Specific Release of ESC Residents
How can ESC residents bearing KDEL motifs escape KR surveillance? Several mechanisms can be hypothesized, and they are summarized in Figure 2.
FIGURE 2. ESCape mechanisms. Most ER chaperones and enzymes are characterized by the presence of a C-terminal motif KDEL or variants thereof which mediates their retrieval to the ER via binding to one of the three KDEL receptors (KR). The cartoon summarizes possible mechanisms that these proteins might exploit to elude KRs’ surveillance. 1) Selective secretion by cleavage of the KDEL retention motifs. 2) Selective secretion upon binding of bulky clients that hinder KDEL-motifs. 3) Release upon weak KR retrieval activity due to client overload and/or Golgi basification. The different tissue distribution or preferential saturation/inhibition of individual KRs might sustain the selective secretion of chaperones or groups of them (see text for references).
First of all, a selective proteolysis might remove the KDEL-like motif (step I in Figure 2). However, convincing evidence for this mechanism is missing.
Secondly, there could be the hindering of retrieval motifs by bulky clients (step II), proof of which has been obtained in the case of calreticulin (Johnson et al., 2001).

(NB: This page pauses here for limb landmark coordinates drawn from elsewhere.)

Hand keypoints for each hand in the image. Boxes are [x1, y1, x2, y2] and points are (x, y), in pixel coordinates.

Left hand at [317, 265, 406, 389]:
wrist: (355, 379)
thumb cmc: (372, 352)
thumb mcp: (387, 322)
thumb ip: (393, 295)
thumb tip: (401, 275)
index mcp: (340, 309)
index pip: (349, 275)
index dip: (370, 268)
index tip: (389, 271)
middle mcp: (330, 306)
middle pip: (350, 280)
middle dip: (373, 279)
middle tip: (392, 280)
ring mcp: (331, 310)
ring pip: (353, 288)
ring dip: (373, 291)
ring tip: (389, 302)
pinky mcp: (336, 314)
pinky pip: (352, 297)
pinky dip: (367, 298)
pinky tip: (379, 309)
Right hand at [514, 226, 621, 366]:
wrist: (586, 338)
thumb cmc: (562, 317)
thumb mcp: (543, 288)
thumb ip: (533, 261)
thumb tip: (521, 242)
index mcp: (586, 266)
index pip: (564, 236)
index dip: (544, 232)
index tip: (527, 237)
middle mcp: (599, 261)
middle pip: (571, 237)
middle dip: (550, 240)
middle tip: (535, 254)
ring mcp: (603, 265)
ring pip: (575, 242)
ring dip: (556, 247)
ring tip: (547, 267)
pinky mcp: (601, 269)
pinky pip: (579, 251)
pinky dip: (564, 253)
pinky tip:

Moreover, considering that KRs are pH-sensitive (Bräuer et al., 2019), basification of the Golgi stacks might weaken their overall activity. Client overload, also, could transiently saturate KR-dependent retrieval systems (step III), but neither of these mechanisms would be sufficient to explain selective secretion of chaperones. In our hands, even when very abundantly overexpressed, ERp44 was not secreted, nor did it induce the secretion of other residents (Anelli et al., 2003; Vavassori et al., 2013). The structural similarities of the three KR argue against gross differences in their binding affinities for clients. Yet, the three human KRs are likely to serve different functions. Accordingly, their relative abundance changes in different tissues or cells (www.proteinatlas.org). However, it is still unclear whether they bind preferentially certain clients in the lumen, or different signaling molecules in the cytosol (Cancino et al., 2013; Luini et al., 2014). More detailed comparisons might reveal mechanisms that allow ER resident secretion by selective inhibition (or saturation) of a single KR. Intriguingly, in some cell types, KR1 can reach the plasma membrane, supposedly through clathrin-dependent transport carriers (Jia et al., 2021), in association with PDI, ERp57 and ERp5 (Bartels et al., 2019). It remains to be seen what allows KR1 to travel further and how its client oxidoreductases elude the other KRs. Specific secretion could be achieved if selected KDEL-bearing proteins arrive with forward-moving cargo transporters, as described for ERp44 (Tempio et al., 2021).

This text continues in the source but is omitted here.